Qld legislation has licensed brothels operating only in industrial areas away from places of education, worship and suburban areas. The legal brothel owner agrees with Jeff Mclaren, a lobbyist for the sex industry, who stated that “industrial areas are not the place for love.” Furthermore, local council and their inspectors have their own agenda and bias often claiming that there are not enough parking places for brothels to operate in areas away from industrial zones. The real reason for this antithetical sentiment towards the escort and brothel industry is the societal stigma attached to these business operators. This is strongly supported by a community that has seemed to become all-too conservative again, and by law enforcement who back the general community zeitgeist.

Fearful of saying too much, the first brothel owner in Qld states that there are elements in the police force that do not support licensing of the industry, either because they have a sense of morality that is incompatible with the escort and brothel industry, or because they are profiting from the illegal sex industry in some underhanded way.

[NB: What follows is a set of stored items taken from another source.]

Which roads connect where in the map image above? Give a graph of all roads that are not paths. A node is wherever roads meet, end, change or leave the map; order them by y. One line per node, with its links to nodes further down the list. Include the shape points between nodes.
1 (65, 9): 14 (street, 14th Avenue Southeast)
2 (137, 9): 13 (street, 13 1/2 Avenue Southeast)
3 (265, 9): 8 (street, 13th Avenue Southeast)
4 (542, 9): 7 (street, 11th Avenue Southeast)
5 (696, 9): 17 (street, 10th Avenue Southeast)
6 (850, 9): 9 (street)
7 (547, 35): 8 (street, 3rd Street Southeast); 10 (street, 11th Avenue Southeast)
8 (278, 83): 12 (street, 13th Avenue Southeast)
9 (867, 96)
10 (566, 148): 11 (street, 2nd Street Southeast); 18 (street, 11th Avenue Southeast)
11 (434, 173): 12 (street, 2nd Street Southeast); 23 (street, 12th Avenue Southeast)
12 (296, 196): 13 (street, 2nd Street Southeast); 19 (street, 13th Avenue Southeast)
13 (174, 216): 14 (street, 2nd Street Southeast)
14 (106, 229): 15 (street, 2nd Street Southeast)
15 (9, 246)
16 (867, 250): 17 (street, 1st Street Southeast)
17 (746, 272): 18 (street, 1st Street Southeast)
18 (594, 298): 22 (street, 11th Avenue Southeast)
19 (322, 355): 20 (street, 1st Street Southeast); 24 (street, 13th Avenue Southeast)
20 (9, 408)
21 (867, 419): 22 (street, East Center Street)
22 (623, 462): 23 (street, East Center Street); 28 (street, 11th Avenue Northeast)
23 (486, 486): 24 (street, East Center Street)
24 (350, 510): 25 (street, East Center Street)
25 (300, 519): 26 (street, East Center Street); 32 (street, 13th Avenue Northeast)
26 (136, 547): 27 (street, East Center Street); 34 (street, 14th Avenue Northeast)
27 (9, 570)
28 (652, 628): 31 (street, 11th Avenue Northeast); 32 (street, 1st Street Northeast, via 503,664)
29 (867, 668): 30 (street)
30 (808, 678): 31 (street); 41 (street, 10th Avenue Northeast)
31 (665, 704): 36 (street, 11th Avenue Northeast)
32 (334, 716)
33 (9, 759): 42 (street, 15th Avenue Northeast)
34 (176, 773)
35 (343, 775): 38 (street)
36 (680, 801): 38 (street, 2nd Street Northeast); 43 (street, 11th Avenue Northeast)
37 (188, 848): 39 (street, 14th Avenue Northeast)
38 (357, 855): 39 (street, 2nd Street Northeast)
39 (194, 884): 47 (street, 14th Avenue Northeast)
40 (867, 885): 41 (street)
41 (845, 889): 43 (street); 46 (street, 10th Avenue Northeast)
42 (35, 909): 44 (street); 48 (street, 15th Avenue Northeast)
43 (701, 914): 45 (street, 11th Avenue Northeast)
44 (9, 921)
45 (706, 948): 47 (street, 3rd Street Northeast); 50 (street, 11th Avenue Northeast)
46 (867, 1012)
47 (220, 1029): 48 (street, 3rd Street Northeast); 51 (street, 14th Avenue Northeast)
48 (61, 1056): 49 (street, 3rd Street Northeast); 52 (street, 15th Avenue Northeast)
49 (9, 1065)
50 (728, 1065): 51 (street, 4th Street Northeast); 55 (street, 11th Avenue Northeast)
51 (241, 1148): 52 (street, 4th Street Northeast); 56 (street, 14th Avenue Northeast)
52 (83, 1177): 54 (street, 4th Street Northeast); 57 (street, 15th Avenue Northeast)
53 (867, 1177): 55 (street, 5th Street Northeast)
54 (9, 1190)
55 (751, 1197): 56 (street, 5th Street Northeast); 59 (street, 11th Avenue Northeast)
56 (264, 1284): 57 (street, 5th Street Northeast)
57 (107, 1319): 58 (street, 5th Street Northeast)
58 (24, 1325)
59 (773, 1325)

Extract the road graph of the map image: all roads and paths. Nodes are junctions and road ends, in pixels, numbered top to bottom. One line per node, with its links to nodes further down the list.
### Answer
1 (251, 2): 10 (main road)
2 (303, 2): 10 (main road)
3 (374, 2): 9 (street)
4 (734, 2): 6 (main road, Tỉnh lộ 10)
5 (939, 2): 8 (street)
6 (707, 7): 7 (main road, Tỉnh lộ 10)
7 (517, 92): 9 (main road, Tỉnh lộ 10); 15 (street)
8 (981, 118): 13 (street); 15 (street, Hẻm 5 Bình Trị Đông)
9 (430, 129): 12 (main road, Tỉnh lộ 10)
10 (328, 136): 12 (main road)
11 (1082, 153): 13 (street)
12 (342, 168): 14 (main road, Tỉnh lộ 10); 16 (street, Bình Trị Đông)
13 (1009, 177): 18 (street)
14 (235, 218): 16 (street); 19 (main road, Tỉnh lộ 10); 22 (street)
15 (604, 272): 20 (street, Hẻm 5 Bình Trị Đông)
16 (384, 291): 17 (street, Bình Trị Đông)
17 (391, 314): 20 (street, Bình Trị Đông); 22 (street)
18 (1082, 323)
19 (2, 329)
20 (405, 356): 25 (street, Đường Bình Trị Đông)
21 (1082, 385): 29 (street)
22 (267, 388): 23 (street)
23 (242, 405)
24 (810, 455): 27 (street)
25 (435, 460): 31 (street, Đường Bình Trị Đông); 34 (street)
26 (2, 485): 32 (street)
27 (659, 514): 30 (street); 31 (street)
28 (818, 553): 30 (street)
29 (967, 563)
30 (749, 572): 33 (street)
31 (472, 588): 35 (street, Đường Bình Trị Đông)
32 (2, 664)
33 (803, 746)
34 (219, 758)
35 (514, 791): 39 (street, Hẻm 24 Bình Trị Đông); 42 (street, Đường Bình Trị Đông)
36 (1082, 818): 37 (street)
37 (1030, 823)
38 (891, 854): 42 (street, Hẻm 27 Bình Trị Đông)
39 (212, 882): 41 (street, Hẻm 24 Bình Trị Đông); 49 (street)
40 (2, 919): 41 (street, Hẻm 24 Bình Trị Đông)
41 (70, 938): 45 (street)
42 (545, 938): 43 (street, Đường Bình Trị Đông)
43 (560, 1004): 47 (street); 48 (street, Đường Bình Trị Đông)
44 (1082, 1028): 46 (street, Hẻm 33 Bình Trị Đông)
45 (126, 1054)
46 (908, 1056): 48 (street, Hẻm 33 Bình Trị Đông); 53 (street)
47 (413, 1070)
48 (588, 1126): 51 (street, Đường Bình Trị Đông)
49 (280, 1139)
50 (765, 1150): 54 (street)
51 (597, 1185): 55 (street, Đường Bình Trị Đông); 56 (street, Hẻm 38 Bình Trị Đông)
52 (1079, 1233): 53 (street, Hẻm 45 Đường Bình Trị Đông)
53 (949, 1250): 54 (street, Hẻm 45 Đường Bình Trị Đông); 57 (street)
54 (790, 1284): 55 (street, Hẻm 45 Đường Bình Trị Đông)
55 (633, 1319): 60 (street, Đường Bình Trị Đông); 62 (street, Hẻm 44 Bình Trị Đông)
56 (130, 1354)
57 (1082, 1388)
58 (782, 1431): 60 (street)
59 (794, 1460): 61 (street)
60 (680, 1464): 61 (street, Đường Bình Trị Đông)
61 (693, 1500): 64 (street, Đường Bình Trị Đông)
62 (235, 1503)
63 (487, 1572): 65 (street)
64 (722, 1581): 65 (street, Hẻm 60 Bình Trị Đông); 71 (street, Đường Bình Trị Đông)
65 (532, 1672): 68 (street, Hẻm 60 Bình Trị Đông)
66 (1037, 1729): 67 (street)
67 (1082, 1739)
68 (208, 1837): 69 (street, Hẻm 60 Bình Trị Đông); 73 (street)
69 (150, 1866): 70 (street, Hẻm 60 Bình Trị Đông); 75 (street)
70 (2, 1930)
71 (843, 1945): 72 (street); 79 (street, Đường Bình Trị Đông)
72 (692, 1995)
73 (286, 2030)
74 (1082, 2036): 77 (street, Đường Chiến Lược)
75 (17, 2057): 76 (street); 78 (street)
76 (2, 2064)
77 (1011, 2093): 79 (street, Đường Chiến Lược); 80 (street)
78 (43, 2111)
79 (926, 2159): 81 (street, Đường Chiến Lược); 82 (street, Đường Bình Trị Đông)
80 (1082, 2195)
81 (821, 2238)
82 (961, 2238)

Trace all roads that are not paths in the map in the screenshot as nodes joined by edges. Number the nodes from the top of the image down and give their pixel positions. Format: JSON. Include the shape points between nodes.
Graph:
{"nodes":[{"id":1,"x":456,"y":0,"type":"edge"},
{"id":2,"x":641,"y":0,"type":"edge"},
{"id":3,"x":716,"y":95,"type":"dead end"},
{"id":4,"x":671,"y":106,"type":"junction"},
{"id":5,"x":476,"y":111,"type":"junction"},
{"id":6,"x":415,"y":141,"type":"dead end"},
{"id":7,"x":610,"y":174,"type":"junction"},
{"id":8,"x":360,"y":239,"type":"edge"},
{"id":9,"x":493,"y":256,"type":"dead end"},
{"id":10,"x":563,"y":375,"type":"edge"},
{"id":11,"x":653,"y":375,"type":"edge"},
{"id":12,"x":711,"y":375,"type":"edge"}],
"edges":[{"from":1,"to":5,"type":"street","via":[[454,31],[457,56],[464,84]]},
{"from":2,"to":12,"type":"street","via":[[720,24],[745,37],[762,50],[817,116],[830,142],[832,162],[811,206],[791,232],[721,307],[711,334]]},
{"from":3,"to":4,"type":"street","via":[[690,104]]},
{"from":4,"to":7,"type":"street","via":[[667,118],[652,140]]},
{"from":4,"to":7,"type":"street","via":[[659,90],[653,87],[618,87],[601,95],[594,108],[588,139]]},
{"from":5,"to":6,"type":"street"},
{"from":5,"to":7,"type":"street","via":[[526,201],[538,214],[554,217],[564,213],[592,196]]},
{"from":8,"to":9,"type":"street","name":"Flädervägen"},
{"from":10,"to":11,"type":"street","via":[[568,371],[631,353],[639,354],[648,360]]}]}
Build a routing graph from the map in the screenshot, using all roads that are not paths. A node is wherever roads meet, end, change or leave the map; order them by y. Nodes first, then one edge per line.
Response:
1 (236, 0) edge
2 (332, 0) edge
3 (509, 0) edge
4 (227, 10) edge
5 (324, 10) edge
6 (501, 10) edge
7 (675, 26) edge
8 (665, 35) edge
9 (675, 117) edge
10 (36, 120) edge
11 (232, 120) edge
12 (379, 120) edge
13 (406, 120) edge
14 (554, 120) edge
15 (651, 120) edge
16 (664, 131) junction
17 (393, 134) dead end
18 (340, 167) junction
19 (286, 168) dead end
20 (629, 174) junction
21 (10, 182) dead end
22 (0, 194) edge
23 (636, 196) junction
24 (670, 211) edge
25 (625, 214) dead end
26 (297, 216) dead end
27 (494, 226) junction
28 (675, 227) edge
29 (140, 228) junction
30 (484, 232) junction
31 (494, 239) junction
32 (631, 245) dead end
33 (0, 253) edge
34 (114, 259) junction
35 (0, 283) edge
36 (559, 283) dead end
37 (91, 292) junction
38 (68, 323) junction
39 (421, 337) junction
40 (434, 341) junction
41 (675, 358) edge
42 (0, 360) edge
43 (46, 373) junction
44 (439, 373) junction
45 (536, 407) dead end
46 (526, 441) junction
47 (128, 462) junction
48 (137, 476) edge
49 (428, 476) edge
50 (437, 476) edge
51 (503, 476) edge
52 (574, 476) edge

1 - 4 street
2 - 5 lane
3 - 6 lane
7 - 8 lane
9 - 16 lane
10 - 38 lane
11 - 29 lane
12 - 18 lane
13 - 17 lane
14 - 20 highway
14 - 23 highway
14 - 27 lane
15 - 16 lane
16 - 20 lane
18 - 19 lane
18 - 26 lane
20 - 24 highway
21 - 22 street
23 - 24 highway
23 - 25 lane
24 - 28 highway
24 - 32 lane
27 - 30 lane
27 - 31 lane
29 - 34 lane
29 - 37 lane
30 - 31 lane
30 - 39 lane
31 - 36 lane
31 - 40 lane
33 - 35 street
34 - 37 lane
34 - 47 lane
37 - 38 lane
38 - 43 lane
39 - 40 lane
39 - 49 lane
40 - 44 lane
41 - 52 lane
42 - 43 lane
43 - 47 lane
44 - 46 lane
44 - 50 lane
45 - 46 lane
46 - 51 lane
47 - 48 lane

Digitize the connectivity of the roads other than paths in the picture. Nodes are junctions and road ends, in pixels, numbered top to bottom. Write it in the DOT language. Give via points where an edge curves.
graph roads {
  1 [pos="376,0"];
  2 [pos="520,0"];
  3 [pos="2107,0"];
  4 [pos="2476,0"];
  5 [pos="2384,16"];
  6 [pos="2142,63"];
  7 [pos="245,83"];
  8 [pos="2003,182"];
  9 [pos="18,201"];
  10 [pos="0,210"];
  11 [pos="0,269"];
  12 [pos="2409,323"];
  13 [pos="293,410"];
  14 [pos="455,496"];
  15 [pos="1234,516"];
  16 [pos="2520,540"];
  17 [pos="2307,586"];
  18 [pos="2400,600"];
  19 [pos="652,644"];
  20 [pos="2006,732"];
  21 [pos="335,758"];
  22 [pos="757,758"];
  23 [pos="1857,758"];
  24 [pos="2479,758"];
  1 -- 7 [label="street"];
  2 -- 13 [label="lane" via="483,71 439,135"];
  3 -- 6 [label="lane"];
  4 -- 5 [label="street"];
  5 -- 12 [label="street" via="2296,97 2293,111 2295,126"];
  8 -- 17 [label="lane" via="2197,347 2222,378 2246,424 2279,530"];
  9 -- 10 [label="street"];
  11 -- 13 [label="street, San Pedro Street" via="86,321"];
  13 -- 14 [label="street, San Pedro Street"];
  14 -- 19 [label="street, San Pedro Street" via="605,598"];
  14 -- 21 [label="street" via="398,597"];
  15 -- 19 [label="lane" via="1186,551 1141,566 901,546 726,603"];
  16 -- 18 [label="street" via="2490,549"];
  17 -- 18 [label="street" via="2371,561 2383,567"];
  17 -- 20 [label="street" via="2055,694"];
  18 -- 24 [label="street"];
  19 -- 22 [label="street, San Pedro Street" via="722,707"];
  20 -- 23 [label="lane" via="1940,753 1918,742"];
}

This brothel owner states that he had a girl come to his establishment from over the border literally escaping an illegal brothel in Queensland, who claimed that there was an underage girl working there and the operator was not adequately paying the workers. Another issue for licensed brothels, is proximity and density of brothels in any one place.

Illegal brothels can set up business anywhere and often do so near legal brothels to capitalize on the legal establishments’ reputation and public standing. In doing this, illegal brothels often “steal” girls from legal establishments with the promise of better money, and steal clients with the promise of unsafe sex or lurid sexual practices a decent licensed owner just would not put up with.

As per usual of governments, policy makers, including the former Beattie government and the current Palasciuz government follow their own agendas and their own sense of what is morally acceptable. They are guided by a nanny-state mentality, possibly influenced by unseen powers at the highest levels, and enact laws and enforcement that do not adequately guarantee licensed workers in the escort and brothel industries a “fair go”, or safety. This allows for the continued existence of the illegal sex trade to flourish, with at present, the establishment of massage parlours as hosts for illegal sex workers and as a back-door to criminality that should have been eradicated a long time ago.

So, if you are thinking about visiting a massage parlour for “quick relief” or something more, consider those licensed escorts and brothel owners who are trying to do the right thing, consider that the girl you are with could be suffering in silence, and remember that sex is a beautiful act that should not be tainted with criminality or injustice.